(Exercise input Opens)

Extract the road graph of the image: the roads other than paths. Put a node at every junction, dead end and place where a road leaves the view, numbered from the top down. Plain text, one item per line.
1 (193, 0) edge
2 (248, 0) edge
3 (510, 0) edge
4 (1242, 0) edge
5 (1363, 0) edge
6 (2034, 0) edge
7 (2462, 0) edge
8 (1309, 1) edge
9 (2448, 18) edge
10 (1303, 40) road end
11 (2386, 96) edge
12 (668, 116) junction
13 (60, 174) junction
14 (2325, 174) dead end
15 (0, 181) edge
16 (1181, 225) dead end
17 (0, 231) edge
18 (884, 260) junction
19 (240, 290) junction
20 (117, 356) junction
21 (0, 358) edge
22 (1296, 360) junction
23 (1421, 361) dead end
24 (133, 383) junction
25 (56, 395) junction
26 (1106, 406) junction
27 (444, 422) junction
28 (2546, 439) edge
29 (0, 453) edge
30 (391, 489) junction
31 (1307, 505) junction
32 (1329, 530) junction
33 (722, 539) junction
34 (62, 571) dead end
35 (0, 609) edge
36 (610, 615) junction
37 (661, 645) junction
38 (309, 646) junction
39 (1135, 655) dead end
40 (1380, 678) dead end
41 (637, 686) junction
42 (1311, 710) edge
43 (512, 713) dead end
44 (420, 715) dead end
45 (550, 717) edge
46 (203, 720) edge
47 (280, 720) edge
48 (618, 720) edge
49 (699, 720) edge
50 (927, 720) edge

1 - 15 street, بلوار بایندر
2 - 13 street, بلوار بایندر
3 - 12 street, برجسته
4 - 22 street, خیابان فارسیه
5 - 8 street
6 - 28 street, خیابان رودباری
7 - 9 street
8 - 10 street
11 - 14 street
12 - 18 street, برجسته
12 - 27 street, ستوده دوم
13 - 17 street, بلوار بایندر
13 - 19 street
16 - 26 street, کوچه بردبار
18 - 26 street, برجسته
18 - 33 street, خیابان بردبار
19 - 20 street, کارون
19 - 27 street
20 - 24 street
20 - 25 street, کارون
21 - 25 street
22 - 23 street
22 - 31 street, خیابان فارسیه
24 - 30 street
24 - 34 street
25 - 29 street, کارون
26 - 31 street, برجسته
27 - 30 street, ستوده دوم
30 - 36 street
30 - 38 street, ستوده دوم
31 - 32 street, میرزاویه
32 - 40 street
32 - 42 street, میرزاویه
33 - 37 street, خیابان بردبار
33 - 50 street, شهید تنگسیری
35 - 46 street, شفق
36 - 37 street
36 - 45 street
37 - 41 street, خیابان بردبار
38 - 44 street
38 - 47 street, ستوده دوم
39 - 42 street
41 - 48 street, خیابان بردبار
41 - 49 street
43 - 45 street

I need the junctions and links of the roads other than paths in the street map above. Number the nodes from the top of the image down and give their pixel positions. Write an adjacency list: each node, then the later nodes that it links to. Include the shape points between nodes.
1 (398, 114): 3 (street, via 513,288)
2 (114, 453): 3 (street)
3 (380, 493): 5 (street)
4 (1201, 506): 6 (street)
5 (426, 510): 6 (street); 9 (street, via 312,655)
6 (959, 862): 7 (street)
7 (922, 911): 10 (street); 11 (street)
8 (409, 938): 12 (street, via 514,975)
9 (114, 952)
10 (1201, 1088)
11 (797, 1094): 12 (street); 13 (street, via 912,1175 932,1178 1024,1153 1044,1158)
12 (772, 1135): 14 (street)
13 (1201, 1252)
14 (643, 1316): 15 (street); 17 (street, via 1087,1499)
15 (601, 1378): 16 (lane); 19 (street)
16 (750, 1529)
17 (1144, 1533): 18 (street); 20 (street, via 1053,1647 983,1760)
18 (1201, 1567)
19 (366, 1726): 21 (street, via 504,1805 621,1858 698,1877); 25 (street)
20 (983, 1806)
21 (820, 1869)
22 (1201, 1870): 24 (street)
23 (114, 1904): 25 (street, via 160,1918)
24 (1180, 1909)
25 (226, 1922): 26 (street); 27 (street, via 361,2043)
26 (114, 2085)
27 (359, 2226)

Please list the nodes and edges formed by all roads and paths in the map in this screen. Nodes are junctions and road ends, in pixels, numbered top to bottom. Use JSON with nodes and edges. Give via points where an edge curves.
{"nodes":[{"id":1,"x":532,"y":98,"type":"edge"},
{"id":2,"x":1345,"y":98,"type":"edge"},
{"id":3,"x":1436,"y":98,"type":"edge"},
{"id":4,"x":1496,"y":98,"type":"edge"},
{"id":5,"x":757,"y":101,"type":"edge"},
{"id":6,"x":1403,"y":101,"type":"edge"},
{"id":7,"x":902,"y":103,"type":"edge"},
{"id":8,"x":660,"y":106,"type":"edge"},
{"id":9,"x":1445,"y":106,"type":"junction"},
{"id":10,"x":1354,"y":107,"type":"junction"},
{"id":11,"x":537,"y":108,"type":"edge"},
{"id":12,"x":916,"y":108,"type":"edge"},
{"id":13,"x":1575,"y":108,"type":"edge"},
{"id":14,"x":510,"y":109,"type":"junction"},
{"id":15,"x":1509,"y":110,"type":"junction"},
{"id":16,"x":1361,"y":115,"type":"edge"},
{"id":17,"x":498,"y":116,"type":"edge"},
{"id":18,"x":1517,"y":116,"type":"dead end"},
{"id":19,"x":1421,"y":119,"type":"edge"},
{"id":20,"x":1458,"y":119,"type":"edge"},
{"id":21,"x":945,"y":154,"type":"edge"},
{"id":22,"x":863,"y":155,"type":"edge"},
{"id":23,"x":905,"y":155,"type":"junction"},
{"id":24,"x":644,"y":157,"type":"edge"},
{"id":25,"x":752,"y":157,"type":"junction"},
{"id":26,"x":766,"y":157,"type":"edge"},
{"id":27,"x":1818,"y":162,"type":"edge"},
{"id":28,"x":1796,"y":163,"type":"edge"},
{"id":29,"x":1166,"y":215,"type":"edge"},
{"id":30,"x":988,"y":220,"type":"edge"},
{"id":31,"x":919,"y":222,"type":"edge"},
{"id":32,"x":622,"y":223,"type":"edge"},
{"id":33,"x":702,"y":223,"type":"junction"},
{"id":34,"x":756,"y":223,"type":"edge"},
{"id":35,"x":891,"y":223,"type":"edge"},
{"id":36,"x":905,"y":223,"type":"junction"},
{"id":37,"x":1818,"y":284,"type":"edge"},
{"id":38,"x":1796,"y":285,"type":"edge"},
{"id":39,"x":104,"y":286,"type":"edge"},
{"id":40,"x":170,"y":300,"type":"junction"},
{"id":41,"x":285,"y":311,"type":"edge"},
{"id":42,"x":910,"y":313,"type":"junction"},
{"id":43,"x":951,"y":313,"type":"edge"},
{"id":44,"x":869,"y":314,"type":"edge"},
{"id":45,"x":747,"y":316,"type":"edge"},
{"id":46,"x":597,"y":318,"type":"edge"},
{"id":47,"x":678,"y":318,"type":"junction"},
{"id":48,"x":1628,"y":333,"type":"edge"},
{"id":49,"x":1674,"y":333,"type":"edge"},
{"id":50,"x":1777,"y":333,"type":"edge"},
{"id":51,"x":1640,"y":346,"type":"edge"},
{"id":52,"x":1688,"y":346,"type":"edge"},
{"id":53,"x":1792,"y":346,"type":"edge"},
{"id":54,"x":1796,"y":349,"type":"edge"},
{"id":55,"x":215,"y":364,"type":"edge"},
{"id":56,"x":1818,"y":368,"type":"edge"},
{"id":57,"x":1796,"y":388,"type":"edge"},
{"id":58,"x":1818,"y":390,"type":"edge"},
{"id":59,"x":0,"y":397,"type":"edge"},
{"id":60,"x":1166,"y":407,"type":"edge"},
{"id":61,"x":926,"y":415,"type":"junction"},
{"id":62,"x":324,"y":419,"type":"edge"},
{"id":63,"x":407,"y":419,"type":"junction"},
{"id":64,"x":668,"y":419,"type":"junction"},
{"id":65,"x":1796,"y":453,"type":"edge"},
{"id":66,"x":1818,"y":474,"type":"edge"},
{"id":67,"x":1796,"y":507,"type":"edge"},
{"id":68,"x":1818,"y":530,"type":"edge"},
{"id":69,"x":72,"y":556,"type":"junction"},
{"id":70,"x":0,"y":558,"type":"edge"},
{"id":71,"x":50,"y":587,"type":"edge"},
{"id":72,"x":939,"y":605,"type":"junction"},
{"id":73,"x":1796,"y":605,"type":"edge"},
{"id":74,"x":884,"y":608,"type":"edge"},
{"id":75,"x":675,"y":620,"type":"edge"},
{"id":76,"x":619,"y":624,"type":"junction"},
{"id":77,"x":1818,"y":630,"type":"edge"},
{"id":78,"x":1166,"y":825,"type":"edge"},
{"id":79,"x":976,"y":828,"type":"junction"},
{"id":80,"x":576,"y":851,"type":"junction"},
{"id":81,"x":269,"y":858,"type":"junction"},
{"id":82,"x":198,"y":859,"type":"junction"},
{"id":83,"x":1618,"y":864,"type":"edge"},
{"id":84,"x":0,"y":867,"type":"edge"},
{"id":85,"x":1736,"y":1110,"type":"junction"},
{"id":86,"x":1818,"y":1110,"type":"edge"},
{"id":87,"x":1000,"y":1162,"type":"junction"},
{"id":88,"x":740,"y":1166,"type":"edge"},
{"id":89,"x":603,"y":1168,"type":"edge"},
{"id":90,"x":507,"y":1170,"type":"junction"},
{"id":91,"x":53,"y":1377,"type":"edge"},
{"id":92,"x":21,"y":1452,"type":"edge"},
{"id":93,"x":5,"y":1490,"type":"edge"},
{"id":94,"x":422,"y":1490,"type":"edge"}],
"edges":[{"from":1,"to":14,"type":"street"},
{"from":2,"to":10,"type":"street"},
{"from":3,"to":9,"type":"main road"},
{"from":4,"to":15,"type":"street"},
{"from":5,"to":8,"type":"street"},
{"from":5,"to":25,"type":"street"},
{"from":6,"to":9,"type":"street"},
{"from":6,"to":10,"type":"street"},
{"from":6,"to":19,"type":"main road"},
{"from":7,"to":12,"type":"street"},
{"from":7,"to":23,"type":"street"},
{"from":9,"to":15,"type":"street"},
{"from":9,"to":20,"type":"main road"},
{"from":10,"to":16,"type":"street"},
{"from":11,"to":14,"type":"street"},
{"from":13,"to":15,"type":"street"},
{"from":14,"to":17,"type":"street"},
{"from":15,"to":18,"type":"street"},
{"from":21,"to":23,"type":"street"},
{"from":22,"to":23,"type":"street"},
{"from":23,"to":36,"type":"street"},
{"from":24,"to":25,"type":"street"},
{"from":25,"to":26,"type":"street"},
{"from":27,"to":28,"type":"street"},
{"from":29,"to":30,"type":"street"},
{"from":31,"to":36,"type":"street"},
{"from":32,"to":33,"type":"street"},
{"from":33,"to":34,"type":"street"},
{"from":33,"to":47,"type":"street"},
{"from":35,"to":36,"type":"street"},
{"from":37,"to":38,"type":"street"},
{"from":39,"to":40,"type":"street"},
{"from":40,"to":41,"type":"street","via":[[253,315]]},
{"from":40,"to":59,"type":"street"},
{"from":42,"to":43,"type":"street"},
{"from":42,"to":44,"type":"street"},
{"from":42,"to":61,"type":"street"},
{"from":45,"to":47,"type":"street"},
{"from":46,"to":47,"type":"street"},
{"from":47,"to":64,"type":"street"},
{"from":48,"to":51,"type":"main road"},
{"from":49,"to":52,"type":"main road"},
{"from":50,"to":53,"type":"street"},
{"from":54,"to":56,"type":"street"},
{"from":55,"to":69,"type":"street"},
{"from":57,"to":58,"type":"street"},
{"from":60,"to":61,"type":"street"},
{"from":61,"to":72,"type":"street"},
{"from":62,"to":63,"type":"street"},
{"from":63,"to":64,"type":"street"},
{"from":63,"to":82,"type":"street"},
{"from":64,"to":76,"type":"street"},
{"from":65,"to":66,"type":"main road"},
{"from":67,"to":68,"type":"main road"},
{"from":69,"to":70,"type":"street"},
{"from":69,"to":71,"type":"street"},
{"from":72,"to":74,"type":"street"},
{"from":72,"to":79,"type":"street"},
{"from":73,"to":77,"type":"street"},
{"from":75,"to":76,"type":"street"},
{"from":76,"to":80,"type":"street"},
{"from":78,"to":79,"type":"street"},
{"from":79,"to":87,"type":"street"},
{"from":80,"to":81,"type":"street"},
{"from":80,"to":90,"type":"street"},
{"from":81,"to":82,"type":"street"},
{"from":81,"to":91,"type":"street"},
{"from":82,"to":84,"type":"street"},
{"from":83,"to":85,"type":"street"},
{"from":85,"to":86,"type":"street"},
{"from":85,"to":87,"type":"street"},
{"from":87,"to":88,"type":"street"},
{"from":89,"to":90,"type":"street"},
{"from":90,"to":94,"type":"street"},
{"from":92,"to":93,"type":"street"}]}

(Exercise input Closes)

What you are asked to do: After reading the records above, work out how many lines contain "image" and give that number only.

Response: 2